DO NOT MERGE: Fix the lingering FIXMEs and TODOs first. Most importantly, ensure that it doesn't crash when the file doesn't exist! This adds a new method, `put_parquet_file` that uploads the parquet file to the appropriate location in S3. New parquet files are uploaded to s3 in a location prefixed by the topic name. This allows them to be read with a single command like `pandas.read_parquet`. Tech Debt: This introduces some FIXMEs and TODOs that should be removed before merging. Additionally, it like the commits higher in this stack, it doesn't handle memory well. The entire Parquet file is read into an iobuf in memory and then written to s3. We should be able to pipe the input stream directly to the s3 client. Also, it does not support retries or anything. I need to understand the code better to know what happens in the event of a crash. Ideally we should try uploading any segments that aren't there yet. This may already be the behavior: since we upload the Parquet file *before* the segment file, if we fail while uploading parquet the segment won't be uploaded. The NTP archiver will try again to upload the segment, and this code will be called again. If we faile in between writing Parquet and uploading the segment, we will upload the Parquet file again, which is inefficient, but should not be incorrect.

This adds a new method, `put_parquet_file` that uploads the parquet file to the appropriate location in S3. New parquet files are uploaded to s3 in a location prefixed by the topic name. This allows them to be read with a single command like `pandas.read_parquet`. Tech Debt: It, like the commits higher in this stack, doesn't handle memory well. The entire Parquet file is read into an iobuf in memory and then written to s3. We should be able to pipe the input stream directly to the s3 client. Also, it does not support retries or anything. I need to understand the code better to know what happens in the event of a crash. Ideally we should try uploading any segments that aren't there yet. This may already be the behavior: since we upload the Parquet file *before* the segment file, if we fail while uploading parquet the segment won't be uploaded. The NTP archiver will try again to upload the segment, and this code will be called again. If we fail in between writing Parquet and uploading the segment, we will upload the Parquet file again, which is inefficient, but should not be incorrect.

This is currently getting the internal offset. I need to figure out how to transalate this to the Kafka offset.

I had been mistakenly limiting it to 4 KiB. This increases the limit to 10 GiB so it will read the whole batch. Tech Debt: This contributes to the ongoing problem: I should be streaming from the batch to Parquet, and not reading everythign at once.
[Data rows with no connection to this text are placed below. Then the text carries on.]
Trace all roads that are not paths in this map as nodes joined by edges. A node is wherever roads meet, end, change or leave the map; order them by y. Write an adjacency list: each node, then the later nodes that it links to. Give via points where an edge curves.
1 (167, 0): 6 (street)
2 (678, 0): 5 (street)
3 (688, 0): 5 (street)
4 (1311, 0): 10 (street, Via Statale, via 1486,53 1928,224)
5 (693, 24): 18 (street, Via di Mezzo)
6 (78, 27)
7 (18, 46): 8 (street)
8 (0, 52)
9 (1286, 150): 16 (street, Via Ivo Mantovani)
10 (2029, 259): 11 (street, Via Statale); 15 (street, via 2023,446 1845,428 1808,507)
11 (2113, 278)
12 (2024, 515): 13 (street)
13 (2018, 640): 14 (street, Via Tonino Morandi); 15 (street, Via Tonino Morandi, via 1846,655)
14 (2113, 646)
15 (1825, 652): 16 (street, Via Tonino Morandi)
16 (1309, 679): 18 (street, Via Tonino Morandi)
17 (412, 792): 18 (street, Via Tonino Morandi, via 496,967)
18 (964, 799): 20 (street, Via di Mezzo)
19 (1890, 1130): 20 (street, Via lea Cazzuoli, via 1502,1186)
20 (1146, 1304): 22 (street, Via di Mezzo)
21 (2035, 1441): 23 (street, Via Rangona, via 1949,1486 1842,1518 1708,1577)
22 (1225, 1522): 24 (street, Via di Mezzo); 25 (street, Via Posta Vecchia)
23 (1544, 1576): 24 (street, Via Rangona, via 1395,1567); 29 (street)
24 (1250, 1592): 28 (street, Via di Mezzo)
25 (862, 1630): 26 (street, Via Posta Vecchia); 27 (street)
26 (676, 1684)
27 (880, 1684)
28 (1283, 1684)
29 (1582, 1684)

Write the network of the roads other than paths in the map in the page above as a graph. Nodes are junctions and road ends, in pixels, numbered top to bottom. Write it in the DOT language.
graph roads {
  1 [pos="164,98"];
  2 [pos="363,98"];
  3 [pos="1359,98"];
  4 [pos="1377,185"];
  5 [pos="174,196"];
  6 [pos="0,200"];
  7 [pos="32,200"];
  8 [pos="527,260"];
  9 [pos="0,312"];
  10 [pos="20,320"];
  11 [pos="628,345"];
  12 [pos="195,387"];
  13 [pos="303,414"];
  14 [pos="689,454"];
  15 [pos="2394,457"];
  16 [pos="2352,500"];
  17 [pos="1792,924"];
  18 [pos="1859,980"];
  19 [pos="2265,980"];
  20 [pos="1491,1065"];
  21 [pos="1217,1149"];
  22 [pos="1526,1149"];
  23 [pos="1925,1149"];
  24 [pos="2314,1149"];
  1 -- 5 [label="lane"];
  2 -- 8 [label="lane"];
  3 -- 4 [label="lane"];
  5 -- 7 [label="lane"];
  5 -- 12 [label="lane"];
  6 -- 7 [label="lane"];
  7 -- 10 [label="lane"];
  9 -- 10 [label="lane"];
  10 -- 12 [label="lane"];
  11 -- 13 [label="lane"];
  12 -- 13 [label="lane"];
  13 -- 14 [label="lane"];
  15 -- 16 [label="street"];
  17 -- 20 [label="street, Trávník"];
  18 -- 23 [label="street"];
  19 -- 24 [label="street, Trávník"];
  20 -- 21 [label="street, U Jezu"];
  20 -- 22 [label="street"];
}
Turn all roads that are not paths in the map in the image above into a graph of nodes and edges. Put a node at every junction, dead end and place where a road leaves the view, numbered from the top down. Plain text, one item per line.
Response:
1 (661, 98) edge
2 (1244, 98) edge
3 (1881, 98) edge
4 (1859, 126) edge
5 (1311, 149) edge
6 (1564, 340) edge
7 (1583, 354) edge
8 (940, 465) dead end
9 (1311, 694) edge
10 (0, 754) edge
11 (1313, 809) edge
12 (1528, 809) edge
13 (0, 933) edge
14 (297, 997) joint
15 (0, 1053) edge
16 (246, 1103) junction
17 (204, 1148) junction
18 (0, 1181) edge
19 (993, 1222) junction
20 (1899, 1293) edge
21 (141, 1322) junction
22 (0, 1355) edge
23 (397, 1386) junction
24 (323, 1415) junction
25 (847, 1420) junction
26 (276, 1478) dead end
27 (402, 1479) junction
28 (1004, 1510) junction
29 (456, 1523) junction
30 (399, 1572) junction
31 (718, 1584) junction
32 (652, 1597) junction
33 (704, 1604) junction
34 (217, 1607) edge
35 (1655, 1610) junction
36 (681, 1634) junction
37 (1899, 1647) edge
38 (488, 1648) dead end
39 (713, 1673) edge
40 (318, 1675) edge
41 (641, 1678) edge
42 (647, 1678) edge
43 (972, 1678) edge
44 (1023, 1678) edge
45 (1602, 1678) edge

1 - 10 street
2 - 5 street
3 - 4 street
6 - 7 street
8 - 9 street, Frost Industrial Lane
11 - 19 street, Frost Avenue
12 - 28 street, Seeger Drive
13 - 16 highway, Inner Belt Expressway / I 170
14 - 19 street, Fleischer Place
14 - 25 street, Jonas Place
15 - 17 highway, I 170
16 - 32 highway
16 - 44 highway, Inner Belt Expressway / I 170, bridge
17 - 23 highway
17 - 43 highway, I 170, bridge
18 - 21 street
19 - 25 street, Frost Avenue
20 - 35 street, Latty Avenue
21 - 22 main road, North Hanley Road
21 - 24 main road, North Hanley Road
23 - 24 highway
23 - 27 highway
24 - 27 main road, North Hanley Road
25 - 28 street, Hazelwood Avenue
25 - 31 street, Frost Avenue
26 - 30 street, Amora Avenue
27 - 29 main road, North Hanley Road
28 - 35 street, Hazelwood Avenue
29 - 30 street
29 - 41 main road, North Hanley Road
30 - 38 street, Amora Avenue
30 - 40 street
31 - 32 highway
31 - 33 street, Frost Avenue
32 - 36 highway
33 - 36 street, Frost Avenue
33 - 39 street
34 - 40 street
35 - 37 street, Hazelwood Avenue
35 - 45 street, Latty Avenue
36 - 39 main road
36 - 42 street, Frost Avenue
…ipar/redpanda into jcipar/parquet-arrow-writing-consumer

This factors out the IO code that actually writes the Parquet file. Now the arrow_writing_consumer returns an arrow::Table which can be inspected by a test. The IO code to write the file remains untested, but is pretty simple: there is a method that takes a table and writes it to the given filename.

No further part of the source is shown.